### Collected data
[Start of Attachment]

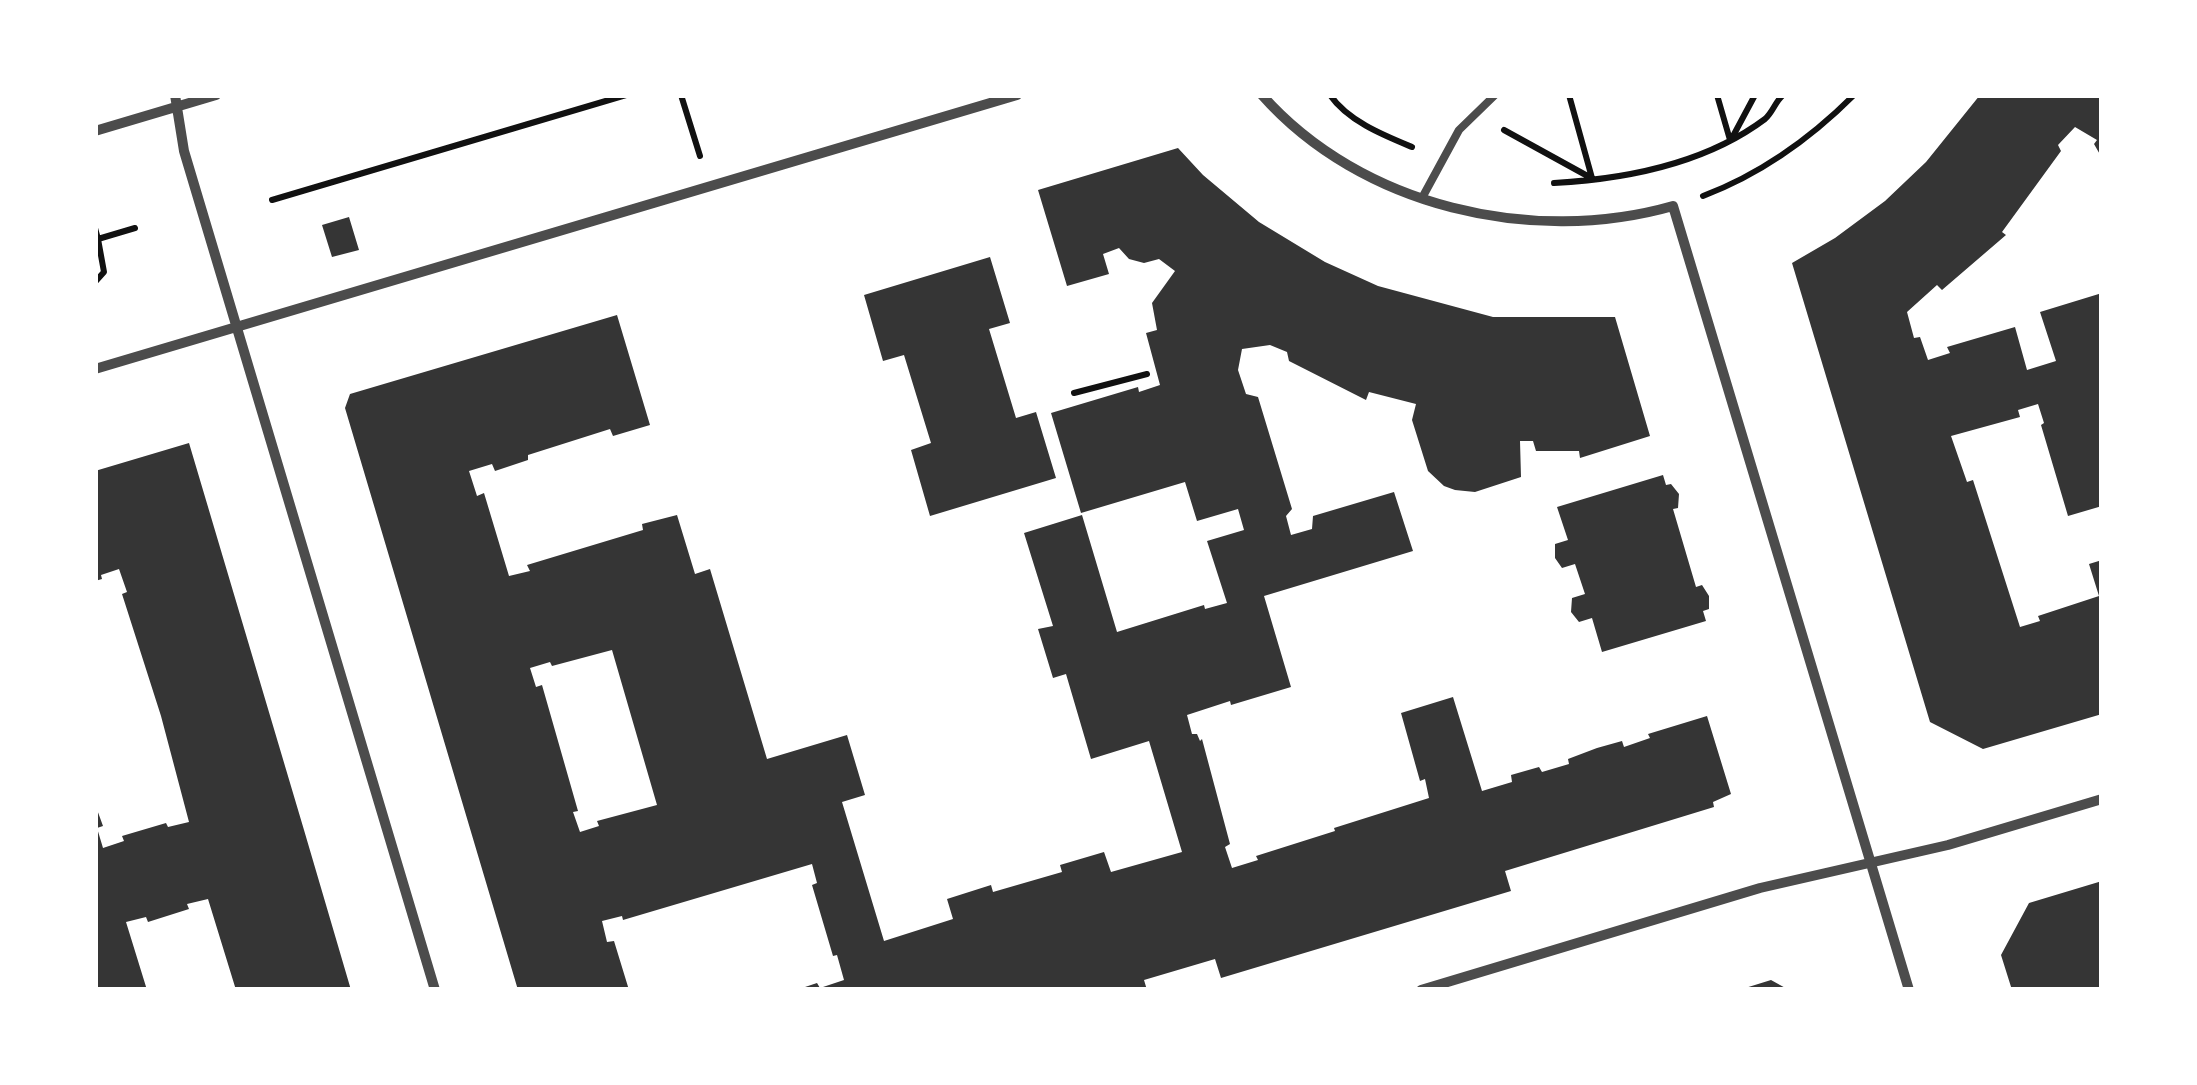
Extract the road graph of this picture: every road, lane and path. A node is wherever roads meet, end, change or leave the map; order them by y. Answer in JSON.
{"nodes":[{"id":1,"x":216,"y":95,"type":"edge"},
{"id":2,"x":626,"y":95,"type":"edge"},
{"id":3,"x":681,"y":95,"type":"edge"},
{"id":4,"x":1017,"y":95,"type":"edge"},
{"id":5,"x":1262,"y":95,"type":"edge"},
{"id":6,"x":1330,"y":95,"type":"edge"},
{"id":7,"x":1495,"y":95,"type":"edge"},
{"id":8,"x":1568,"y":95,"type":"edge"},
{"id":9,"x":1717,"y":95,"type":"edge"},
{"id":10,"x":1755,"y":95,"type":"edge"},
{"id":11,"x":1783,"y":95,"type":"edge"},
{"id":12,"x":1854,"y":95,"type":"edge"},
{"id":13,"x":176,"y":101,"type":"edge"},
{"id":14,"x":1476,"y":111,"type":"junction"},
{"id":15,"x":95,"y":131,"type":"edge"},
{"id":16,"x":1730,"y":141,"type":"junction"},
{"id":17,"x":1442,"y":158,"type":"junction"},
{"id":18,"x":704,"y":169,"type":"dead end"},
{"id":19,"x":1593,"y":179,"type":"junction"},
{"id":20,"x":1544,"y":183,"type":"dead end"},
{"id":21,"x":1422,"y":198,"type":"junction"},
{"id":22,"x":272,"y":200,"type":"dead end"},
{"id":23,"x":1673,"y":206,"type":"junction"},
{"id":24,"x":95,"y":228,"type":"edge"},
{"id":25,"x":135,"y":228,"type":"dead end"},
{"id":26,"x":98,"y":239,"type":"junction"},
{"id":27,"x":95,"y":282,"type":"edge"},
{"id":28,"x":237,"y":327,"type":"junction"},
{"id":29,"x":95,"y":369,"type":"edge"},
{"id":30,"x":1147,"y":374,"type":"dead end"},
{"id":31,"x":1074,"y":393,"type":"dead end"},
{"id":32,"x":2102,"y":799,"type":"edge"},
{"id":33,"x":1870,"y":862,"type":"junction"},
{"id":34,"x":435,"y":990,"type":"edge"},
{"id":35,"x":1421,"y":990,"type":"edge"},
{"id":36,"x":1909,"y":990,"type":"edge"}],
"edges":[{"from":1,"to":13,"type":"street"},
{"from":2,"to":22,"type":"path"},
{"from":3,"to":18,"type":"path"},
{"from":4,"to":28,"type":"street"},
{"from":5,"to":21,"type":"street"},
{"from":6,"to":17,"type":"path"},
{"from":7,"to":14,"type":"lane"},
{"from":8,"to":19,"type":"path"},
{"from":9,"to":16,"type":"path"},
{"from":10,"to":16,"type":"path"},
{"from":11,"to":16,"type":"path"},
{"from":12,"to":23,"type":"path"},
{"from":13,"to":15,"type":"street"},
{"from":13,"to":28,"type":"street"},
{"from":14,"to":17,"type":"lane"},
{"from":14,"to":19,"type":"path"},
{"from":16,"to":19,"type":"path"},
{"from":17,"to":21,"type":"lane"},
{"from":19,"to":20,"type":"path"},
{"from":21,"to":23,"type":"street"},
{"from":23,"to":33,"type":"street"},
{"from":24,"to":26,"type":"path"},
{"from":25,"to":26,"type":"path"},
{"from":26,"to":27,"type":"path"},
{"from":28,"to":29,"type":"street"},
{"from":28,"to":34,"type":"street"},
{"from":30,"to":31,"type":"path"},
{"from":32,"to":33,"type":"street"},
{"from":33,"to":35,"type":"street"},
{"from":33,"to":36,"type":"street"}]}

[End of Attachment]

### Work request
Copy each line from the entries above that has the word "dead" in it.

### Expected output
{"id":18,"x":704,"y":169,"type":"dead end"},
{"id":20,"x":1544,"y":183,"type":"dead end"},
{"id":22,"x":272,"y":200,"type":"dead end"},
{"id":25,"x":135,"y":228,"type":"dead end"},
{"id":30,"x":1147,"y":374,"type":"dead end"},
{"id":31,"x":1074,"y":393,"type":"dead end"},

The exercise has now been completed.